__Your goal__
Return each line below exactly as it reads, and omit any image in it.

[Collected data]
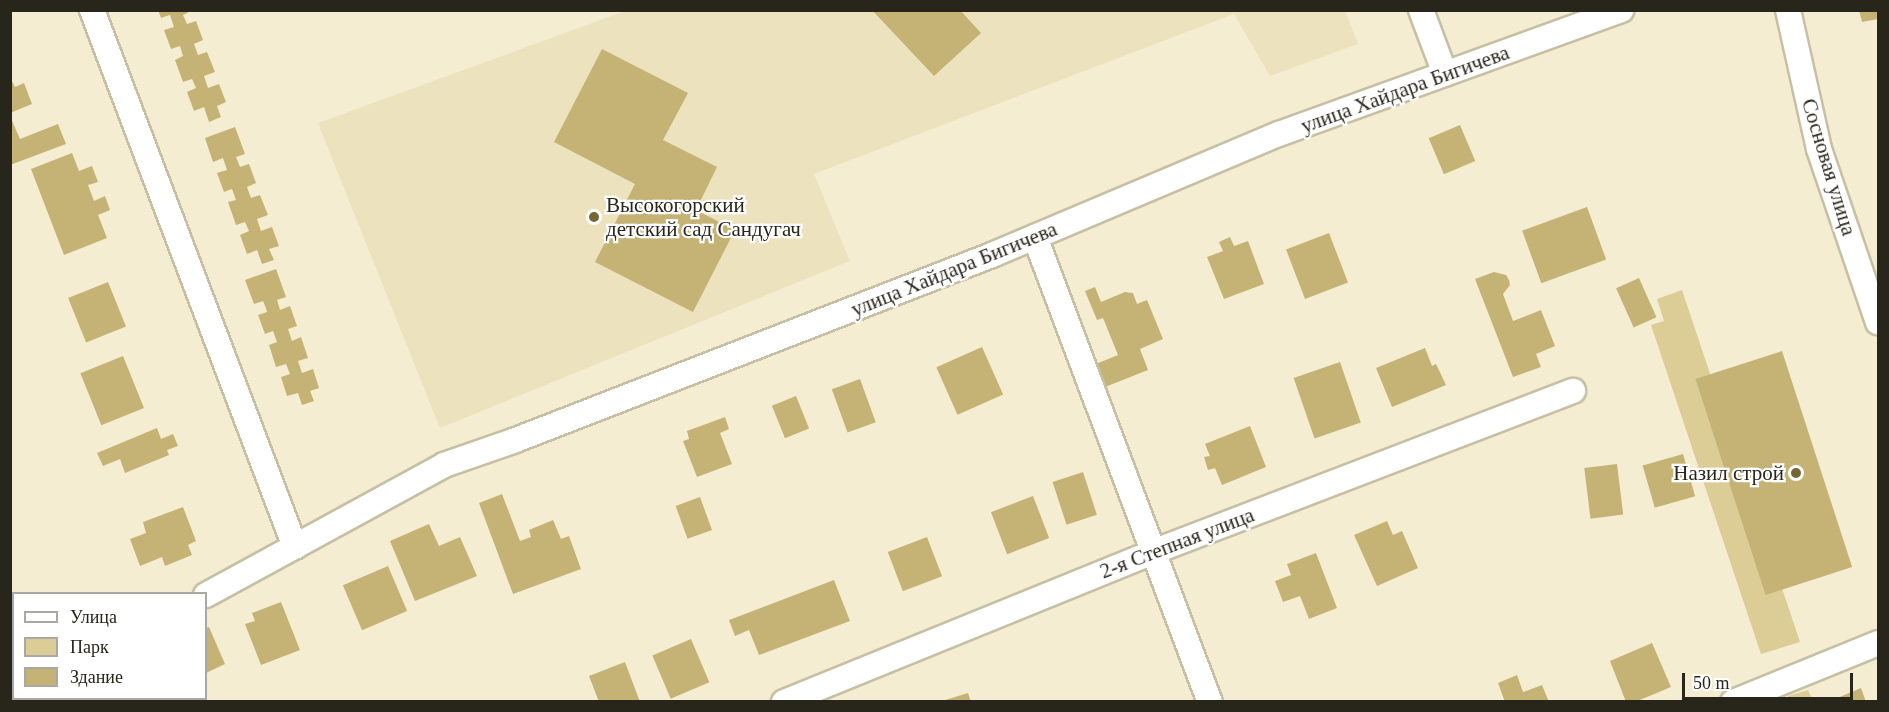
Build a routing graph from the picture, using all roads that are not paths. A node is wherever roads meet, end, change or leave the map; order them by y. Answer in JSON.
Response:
{"nodes":[{"id":1,"x":92,"y":10,"type":"edge"},
{"id":2,"x":1420,"y":10,"type":"edge"},
{"id":3,"x":1621,"y":10,"type":"edge"},
{"id":4,"x":1788,"y":10,"type":"edge"},
{"id":5,"x":1445,"y":74,"type":"junction"},
{"id":6,"x":1035,"y":237,"type":"junction"},
{"id":7,"x":1874,"y":295,"type":"edge"},
{"id":8,"x":1878,"y":322,"type":"edge"},
{"id":9,"x":1573,"y":391,"type":"dead end"},
{"id":10,"x":296,"y":547,"type":"junction"},
{"id":11,"x":1152,"y":552,"type":"junction"},
{"id":12,"x":207,"y":594,"type":"edge"},
{"id":13,"x":1878,"y":643,"type":"edge"},
{"id":14,"x":784,"y":702,"type":"edge"},
{"id":15,"x":1210,"y":702,"type":"edge"},
{"id":16,"x":1734,"y":702,"type":"edge"}],
"edges":[{"from":1,"to":10,"type":"street"},
{"from":2,"to":5,"type":"street"},
{"from":3,"to":5,"type":"street","name":"улица Хайдара Бигичева"},
{"from":4,"to":7,"type":"street","name":"Сосновая улица"},
{"from":5,"to":6,"type":"street","name":"улица Хайдара Бигичева"},
{"from":6,"to":10,"type":"street","name":"улица Хайдара Бигичева"},
{"from":6,"to":11,"type":"street"},
{"from":7,"to":8,"type":"street","name":"Сосновая улица"},
{"from":9,"to":11,"type":"street","name":"2-я Степная улица"},
{"from":10,"to":12,"type":"street","name":"улица Хайдара Бигичева"},
{"from":11,"to":14,"type":"street","name":"2-я Степная улица"},
{"from":11,"to":15,"type":"street"},
{"from":13,"to":16,"type":"street"}]}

__Solution for this exercise__
Build a routing graph from the picture, using all roads that are not paths. A node is wherever roads meet, end, change or leave the map; order them by y. Answer in JSON.
Response:
{"nodes":[{"id":1,"x":92,"y":10,"type":"edge"},
{"id":2,"x":1420,"y":10,"type":"edge"},
{"id":3,"x":1621,"y":10,"type":"edge"},
{"id":4,"x":1788,"y":10,"type":"edge"},
{"id":5,"x":1445,"y":74,"type":"junction"},
{"id":6,"x":1035,"y":237,"type":"junction"},
{"id":7,"x":1874,"y":295,"type":"edge"},
{"id":8,"x":1878,"y":322,"type":"edge"},
{"id":9,"x":1573,"y":391,"type":"dead end"},
{"id":10,"x":296,"y":547,"type":"junction"},
{"id":11,"x":1152,"y":552,"type":"junction"},
{"id":12,"x":207,"y":594,"type":"edge"},
{"id":13,"x":1878,"y":643,"type":"edge"},
{"id":14,"x":784,"y":702,"type":"edge"},
{"id":15,"x":1210,"y":702,"type":"edge"},
{"id":16,"x":1734,"y":702,"type":"edge"}],
"edges":[{"from":1,"to":10,"type":"street"},
{"from":2,"to":5,"type":"street"},
{"from":3,"to":5,"type":"street","name":"улица Хайдара Бигичева"},
{"from":4,"to":7,"type":"street","name":"Сосновая улица"},
{"from":5,"to":6,"type":"street","name":"улица Хайдара Бигичева"},
{"from":6,"to":10,"type":"street","name":"улица Хайдара Бигичева"},
{"from":6,"to":11,"type":"street"},
{"from":7,"to":8,"type":"street","name":"Сосновая улица"},
{"from":9,"to":11,"type":"street","name":"2-я Степная улица"},
{"from":10,"to":12,"type":"street","name":"улица Хайдара Бигичева"},
{"from":11,"to":14,"type":"street","name":"2-я Степная улица"},
{"from":11,"to":15,"type":"street"},
{"from":13,"to":16,"type":"street"}]}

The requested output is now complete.